DONKERHOEK, South Africa — As security chief of this nation's first renegade radio station, Pieter le Roux is clearly proud of his handiwork.
Atop a treeless hill, past the roadblocks and armed guards, is a newly dug moat. Razor wire bristles on a fence, and gun ports dot a concrete wall beside the gate. Inside are two lines of trenches topped with sandbags. Then chest-high barricades of sandbags, and a wall of tires filled with dirt, protect the broadcast tower and tiny studio.
But the rebel redoubt isn't quite complete. Squinting in the bright sun, Le Roux points at five armor-plated structures in a nearby field. "We've got gun towers that will be mounted in each corner," he says.
A khaki-clad guard with a pistol on his hip scurries up, salutes and asks if another journalist can pass the gate. "Never heard of him," Le Roux says. "Send him back or shoot him."
He continues: "If the government attacks this station, they will have war, and war with a capital 'W.' We will fight on an economic front; we will fight on the labor front; we will fight on the military front. And remember: Our guys don't fight for a salary or for a government. They fight for their very survival."

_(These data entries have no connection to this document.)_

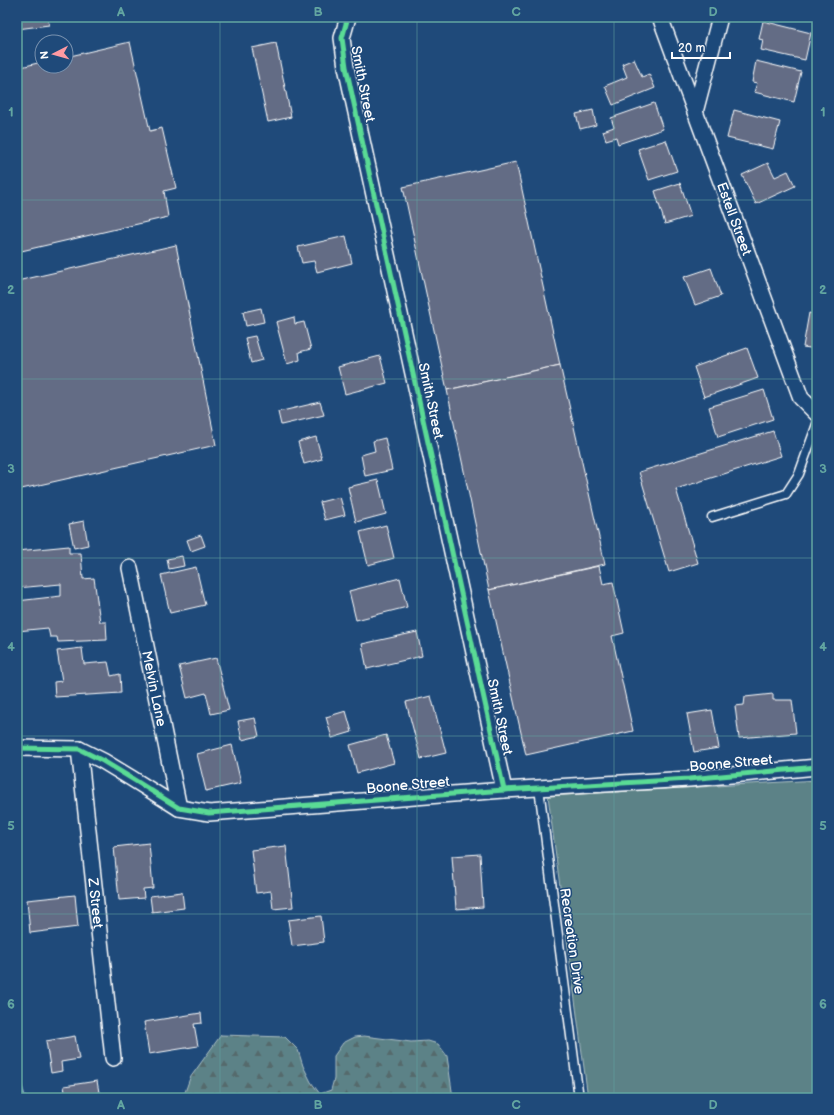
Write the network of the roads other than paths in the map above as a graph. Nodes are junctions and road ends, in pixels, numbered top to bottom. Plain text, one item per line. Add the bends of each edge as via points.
1 (348, 17) edge
2 (660, 17) edge
3 (720, 17) edge
4 (695, 112) junction
5 (817, 414) edge
6 (817, 424) edge
7 (712, 517) dead end
8 (130, 568) dead end
9 (17, 748) edge
10 (79, 749) junction
11 (817, 767) edge
12 (539, 788) junction
13 (504, 790) junction
14 (179, 808) junction
15 (113, 1058) dead end
16 (579, 1098) edge

1 - 13 street, Smith Street via 342,38 346,67
2 - 4 street, Estell Street
3 - 4 street
4 - 5 street, Estell Street via 801,398
6 - 7 lane via 799,474 786,494
8 - 14 street, Melvin Lane
9 - 10 street, Boone Street
10 - 14 street, Boone Street
10 - 15 street, Z Street
11 - 12 street, Boone Street via 689,779
12 - 13 street, Boone Street
12 - 16 lane, Recreation Drive
13 - 14 street, Boone Street via 209,813

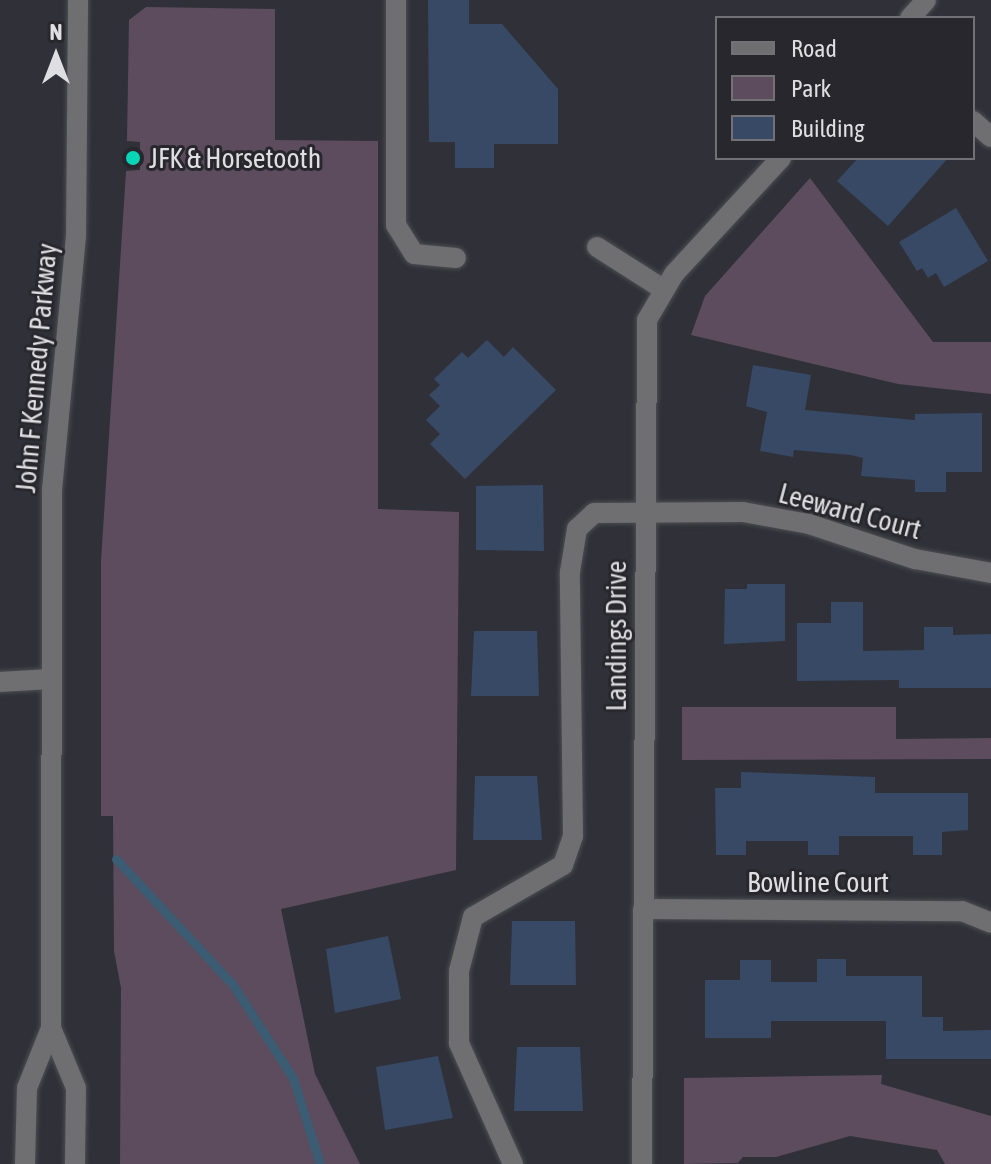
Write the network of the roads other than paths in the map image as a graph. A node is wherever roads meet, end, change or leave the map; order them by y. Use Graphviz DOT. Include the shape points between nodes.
graph roads {
  1 [pos="78,0"];
  2 [pos="396,0"];
  3 [pos="926,0"];
  4 [pos="912,16"];
  5 [pos="975,123"];
  6 [pos="991,137"];
  7 [pos="779,160"];
  8 [pos="597,247"];
  9 [pos="456,258"];
  10 [pos="663,289"];
  11 [pos="645,511"];
  12 [pos="991,573"];
  13 [pos="50,679"];
  14 [pos="0,682"];
  15 [pos="643,909"];
  16 [pos="991,923"];
  17 [pos="51,1028"];
  18 [pos="25,1164"];
  19 [pos="75,1164"];
  20 [pos="513,1164"];
  21 [pos="642,1164"];
  1 -- 13 [label="street, John F Kennedy Parkway" via="76,236 52,490"];
  2 -- 9 [label="street" via="396,225 414,254"];
  3 -- 4 [label="street"];
  5 -- 6 [label="street"];
  7 -- 10 [label="street, Landings Drive"];
  8 -- 10 [label="street"];
  10 -- 11 [label="street, Landings Drive" via="647,320"];
  11 -- 12 [label="street, Leeward Court" via="769,517 835,531 915,559"];
  11 -- 15 [label="street, Landings Drive"];
  11 -- 20 [label="street, Leeward Court" via="594,513 577,529 570,572 573,836 563,865 473,917 464,937 459,1043"];
  13 -- 14 [label="street"];
  13 -- 17 [label="street, John F Kennedy Parkway"];
  15 -- 16 [label="street, Bowline Court" via="962,911"];
  15 -- 21 [label="street, Landings Drive"];
  17 -- 18 [label="street, John F Kennedy Parkway" via="27,1088"];
  17 -- 19 [label="street, John F Kennedy Parkway" via="76,1088"];
}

Welcome to Radio Pretoria, the voice and the symbol of right-wing white opposition to black majority government. Spoiling for a fight and beating a daily tattoo of martial music and pro-apartheid propaganda, the 4-month-old unlicensed FM station has become the rallying point--if not the last stand--for the dwindling number of white South Africans determined to cling to racist rule.
Tapping a longing for the past and a fear of the future, the pirate broadcasters--plus three new copycat stations--blare a shrill message of white supremacy and resistance to democratic change just as apartheid prepares to join Nazism, communism and other discredited one-party states in the junkyard of history.
The threats of violence, and the station's refusal to obey court orders and government decrees to shut down, have sorely tested President Frederik W. de Klerk's government at a time when South Africa is striving to put its racist past behind it.
The government controls broadcasting until a new, independent commission regulates the nation's airwaves, after democratic elections April 27-29.
"Radio Pretoria expects one set of rules to apply to it and another set of rules to the other estimated 200 aspirant radio stations" that have applied for licenses, Home Affairs Minister Danie Schutte told reporters. "This is not acceptable."
Short of armed assault, however, no one has figured out how to silence the pirate station. And that's just fine with the conservative farmers, housewives and commandos who see it as the next best thing to apartheid.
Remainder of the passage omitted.